Optimization of Adipose Tissue Cryopreservation Techniques in a Murine Model.

Abstract

Background:The aim of this study was to develop an adipose tissue (AT) cryopreservation protocol that is effective, simple, and maintains the functionality and viability of AT after thawing and transplantation.Methods:Two cryopreservation temperatures (T°), −20°C and −80°C, and two cryoprotective agents (CPAs), trehalose and hydroxyethyl starch (HES), were compared first in an experimental study, using a slowfreezing protocol. The five experimental groups were the following: (a) Fresh AT (control group), (b) T = −20°C, 10%HES, (c) T = −80°C, 10%HES, (d) T = −20°C, 0.35M trehalose, (e) T = −80°C, 0.35M trehalose. We evaluated the morphology (histological studies) and tissue viability by glyceraldehyde 3-phosphate dehydrogenase (GAPDH) genic expression. Based on the results of the preliminary study, an in vivo study was performed, choosing as cryopreservation T° −20°C. HES and trehalose were compared as cryoprotective agents and with a control group (fresh AT).
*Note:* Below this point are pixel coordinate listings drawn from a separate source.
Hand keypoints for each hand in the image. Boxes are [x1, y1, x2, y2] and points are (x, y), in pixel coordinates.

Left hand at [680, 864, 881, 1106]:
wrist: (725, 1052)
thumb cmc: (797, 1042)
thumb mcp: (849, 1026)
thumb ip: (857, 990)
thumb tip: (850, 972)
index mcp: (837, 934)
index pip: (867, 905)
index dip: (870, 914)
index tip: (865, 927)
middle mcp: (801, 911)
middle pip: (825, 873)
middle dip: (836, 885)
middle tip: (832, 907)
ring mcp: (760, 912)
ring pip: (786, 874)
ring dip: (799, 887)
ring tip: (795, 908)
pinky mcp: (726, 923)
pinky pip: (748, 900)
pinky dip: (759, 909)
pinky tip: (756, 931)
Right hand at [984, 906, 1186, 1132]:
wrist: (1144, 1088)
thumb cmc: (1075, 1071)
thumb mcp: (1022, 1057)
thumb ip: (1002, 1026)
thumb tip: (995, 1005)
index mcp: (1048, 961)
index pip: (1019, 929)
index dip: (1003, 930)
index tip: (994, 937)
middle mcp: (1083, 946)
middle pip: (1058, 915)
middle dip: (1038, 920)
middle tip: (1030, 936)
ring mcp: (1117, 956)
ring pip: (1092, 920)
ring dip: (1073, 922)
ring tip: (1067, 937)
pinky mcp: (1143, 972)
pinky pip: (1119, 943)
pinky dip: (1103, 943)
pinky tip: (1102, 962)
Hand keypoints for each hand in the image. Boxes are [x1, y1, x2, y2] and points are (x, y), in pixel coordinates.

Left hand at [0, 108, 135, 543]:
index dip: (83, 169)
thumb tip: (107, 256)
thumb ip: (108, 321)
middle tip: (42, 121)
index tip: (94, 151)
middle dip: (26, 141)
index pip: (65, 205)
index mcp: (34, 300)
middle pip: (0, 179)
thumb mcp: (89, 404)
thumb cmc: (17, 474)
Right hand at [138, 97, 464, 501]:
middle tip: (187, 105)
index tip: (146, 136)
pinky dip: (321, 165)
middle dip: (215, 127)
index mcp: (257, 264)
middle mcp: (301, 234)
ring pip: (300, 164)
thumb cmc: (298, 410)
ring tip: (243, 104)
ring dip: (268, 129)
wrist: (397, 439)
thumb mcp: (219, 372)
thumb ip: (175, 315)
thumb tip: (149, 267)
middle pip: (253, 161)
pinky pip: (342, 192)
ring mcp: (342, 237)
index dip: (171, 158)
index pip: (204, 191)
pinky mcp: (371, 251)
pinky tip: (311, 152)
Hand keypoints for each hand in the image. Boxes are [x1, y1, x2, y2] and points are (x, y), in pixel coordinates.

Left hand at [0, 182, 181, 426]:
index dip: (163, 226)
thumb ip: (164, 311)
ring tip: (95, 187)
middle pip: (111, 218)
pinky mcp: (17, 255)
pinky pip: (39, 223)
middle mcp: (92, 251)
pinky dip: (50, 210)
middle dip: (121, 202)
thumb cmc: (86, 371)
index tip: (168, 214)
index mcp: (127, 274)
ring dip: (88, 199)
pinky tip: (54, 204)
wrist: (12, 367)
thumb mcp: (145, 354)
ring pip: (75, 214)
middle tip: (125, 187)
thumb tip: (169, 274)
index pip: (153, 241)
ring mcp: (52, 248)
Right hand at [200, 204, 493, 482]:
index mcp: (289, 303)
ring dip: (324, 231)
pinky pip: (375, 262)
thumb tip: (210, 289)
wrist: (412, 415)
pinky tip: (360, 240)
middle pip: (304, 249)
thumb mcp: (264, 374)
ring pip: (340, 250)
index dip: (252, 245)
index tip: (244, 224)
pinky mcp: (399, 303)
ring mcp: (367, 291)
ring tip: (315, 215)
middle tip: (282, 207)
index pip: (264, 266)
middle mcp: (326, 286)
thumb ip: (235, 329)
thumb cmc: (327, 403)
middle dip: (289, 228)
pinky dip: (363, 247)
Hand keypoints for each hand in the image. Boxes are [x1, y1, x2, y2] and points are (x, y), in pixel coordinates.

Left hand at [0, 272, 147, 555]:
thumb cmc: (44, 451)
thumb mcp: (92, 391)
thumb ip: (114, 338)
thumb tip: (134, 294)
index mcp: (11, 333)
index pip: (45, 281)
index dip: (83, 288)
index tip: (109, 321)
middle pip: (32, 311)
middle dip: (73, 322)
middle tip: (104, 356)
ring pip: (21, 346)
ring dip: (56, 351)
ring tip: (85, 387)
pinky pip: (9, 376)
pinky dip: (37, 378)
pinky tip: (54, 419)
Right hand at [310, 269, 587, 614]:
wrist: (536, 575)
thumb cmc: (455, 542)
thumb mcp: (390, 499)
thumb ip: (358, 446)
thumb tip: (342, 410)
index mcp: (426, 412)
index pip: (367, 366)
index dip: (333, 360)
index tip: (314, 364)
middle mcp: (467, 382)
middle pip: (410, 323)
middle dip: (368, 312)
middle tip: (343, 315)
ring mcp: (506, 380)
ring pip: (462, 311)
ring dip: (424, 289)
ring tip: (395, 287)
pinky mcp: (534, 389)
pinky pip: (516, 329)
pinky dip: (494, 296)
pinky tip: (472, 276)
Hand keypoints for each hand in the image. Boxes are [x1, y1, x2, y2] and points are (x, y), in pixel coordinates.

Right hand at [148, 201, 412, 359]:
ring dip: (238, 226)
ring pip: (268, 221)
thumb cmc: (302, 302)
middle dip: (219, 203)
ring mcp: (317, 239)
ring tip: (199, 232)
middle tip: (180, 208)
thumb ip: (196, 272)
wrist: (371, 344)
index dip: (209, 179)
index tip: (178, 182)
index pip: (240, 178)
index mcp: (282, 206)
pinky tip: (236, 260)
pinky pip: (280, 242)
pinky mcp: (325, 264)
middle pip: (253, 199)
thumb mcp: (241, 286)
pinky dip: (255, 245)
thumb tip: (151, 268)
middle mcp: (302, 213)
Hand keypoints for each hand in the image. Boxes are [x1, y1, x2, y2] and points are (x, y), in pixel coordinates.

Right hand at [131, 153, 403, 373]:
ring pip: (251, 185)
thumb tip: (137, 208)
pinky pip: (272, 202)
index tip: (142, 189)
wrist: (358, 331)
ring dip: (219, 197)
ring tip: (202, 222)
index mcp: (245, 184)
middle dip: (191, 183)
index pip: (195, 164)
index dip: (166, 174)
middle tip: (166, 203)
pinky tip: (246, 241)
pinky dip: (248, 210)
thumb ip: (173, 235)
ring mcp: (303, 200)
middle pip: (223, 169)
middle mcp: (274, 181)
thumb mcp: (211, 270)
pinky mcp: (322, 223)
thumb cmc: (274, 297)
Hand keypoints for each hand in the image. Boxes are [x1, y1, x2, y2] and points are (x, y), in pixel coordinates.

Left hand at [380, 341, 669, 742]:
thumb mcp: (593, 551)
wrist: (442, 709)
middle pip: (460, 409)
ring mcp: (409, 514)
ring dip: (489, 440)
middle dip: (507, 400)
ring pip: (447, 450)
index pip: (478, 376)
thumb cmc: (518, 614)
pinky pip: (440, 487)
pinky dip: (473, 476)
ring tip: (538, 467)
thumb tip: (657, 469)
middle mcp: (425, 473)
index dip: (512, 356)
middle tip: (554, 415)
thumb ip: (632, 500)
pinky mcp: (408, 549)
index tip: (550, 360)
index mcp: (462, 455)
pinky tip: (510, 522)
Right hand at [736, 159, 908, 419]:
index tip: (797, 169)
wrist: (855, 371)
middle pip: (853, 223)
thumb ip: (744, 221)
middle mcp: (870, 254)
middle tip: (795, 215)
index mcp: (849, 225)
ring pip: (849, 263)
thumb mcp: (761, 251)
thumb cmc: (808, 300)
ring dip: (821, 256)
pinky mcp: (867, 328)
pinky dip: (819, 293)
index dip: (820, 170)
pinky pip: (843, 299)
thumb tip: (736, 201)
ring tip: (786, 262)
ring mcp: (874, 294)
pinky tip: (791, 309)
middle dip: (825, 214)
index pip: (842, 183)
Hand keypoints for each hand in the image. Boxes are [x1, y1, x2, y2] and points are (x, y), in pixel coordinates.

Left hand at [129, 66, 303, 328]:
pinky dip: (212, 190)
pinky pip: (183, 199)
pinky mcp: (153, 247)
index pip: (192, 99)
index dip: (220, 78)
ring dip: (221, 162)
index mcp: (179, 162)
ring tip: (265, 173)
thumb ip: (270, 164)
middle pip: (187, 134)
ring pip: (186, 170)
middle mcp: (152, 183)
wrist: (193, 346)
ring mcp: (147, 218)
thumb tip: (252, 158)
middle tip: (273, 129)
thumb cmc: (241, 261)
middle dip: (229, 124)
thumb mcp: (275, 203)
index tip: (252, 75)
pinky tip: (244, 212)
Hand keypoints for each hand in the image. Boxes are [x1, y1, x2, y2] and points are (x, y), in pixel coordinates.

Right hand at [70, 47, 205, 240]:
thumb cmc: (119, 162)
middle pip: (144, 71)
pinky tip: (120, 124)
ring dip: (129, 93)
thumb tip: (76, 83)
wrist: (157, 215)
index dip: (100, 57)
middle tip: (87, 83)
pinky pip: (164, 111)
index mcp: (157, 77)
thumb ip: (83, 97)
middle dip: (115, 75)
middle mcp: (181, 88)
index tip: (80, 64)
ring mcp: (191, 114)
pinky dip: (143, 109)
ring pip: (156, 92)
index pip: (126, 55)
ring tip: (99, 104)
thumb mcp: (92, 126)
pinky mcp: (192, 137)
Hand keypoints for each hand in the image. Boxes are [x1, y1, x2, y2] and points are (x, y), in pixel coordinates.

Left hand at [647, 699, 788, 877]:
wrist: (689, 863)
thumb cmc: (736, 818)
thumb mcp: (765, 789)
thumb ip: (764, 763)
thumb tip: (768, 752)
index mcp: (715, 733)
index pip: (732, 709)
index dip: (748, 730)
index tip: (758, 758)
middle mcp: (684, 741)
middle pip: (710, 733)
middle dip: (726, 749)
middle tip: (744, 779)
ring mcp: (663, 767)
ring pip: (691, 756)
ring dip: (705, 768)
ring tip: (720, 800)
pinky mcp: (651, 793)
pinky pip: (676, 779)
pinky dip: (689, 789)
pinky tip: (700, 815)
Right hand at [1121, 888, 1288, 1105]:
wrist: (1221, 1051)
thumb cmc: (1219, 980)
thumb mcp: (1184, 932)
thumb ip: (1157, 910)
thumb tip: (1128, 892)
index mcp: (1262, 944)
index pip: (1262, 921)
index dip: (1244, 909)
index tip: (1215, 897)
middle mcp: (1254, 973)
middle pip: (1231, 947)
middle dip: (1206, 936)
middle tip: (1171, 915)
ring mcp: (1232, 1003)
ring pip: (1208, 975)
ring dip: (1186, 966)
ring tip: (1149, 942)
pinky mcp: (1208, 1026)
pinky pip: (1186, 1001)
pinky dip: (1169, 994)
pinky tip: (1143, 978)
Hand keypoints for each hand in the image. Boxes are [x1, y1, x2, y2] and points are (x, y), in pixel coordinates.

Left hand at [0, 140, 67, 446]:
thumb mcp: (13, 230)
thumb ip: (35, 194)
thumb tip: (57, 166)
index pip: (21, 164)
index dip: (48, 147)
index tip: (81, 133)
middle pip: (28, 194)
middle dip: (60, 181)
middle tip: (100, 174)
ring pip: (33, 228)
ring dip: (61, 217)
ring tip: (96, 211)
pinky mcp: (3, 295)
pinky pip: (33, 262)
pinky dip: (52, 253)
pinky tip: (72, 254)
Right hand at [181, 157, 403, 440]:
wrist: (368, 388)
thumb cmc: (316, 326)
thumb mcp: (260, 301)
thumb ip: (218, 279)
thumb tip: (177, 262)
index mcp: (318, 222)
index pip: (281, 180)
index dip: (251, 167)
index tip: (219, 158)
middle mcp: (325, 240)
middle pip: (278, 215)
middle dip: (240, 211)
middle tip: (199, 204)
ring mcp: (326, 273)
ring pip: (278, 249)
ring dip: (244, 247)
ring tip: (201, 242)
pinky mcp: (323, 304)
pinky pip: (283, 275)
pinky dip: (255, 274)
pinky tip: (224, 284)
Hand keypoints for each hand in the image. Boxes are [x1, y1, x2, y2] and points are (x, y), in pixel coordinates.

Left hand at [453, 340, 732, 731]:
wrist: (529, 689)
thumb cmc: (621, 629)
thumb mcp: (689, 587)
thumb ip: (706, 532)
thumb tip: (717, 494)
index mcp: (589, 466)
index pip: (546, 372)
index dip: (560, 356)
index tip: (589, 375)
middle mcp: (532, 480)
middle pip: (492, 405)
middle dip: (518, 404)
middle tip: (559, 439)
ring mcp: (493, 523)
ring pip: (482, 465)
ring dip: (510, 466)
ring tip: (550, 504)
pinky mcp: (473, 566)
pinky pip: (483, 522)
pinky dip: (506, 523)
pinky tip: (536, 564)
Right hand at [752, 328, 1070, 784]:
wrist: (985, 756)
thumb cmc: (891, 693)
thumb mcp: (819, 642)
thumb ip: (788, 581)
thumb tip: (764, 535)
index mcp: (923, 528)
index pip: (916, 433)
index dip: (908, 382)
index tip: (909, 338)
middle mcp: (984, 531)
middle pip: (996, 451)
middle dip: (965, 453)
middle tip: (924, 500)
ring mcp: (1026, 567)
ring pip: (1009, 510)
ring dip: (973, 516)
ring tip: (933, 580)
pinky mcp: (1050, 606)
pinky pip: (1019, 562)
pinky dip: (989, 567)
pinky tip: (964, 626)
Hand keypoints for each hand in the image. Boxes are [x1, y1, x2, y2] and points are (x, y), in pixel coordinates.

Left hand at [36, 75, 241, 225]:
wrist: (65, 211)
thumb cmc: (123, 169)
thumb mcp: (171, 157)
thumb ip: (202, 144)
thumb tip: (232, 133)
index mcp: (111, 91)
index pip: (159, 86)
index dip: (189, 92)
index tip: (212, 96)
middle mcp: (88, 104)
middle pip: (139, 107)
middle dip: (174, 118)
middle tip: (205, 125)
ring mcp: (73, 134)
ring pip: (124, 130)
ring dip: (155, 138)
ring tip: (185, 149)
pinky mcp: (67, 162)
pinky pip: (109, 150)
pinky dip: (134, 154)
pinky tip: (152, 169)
AT grafts were transplanted into immunodeficient mice. After 1 month of inoculation, animals were euthanized and samples were recovered. Samples were weighted and processed for histological study, viability study (GAPDH genic expression), and vascularization study (VEGF genic expression).Results:The initial histological study demonstrated that all AT cryopreserved group samples showed typical histological features of AT, similar to that of the control group. Statistically significant differences were not observed (P > 0.05) in GAPDH expression between different groups related to temperature or CPA. Referring to the in vivo studies, cryopreserved groups showed good take of the graft and normal AT architectural preservation, as well as a clear vascular network. Statistically significant differences were not found (P > 0.05) with regard to graft take (%), GAPDH, or VEGF expression.Conclusion:Slow freezing at −20°C using trehalose, and −20°C using HES as cryoprotective agents are both straightforward and easy AT cryopreservation procedures, with results similar to those of fresh AT in terms of tissue viability and morphohistological characteristics.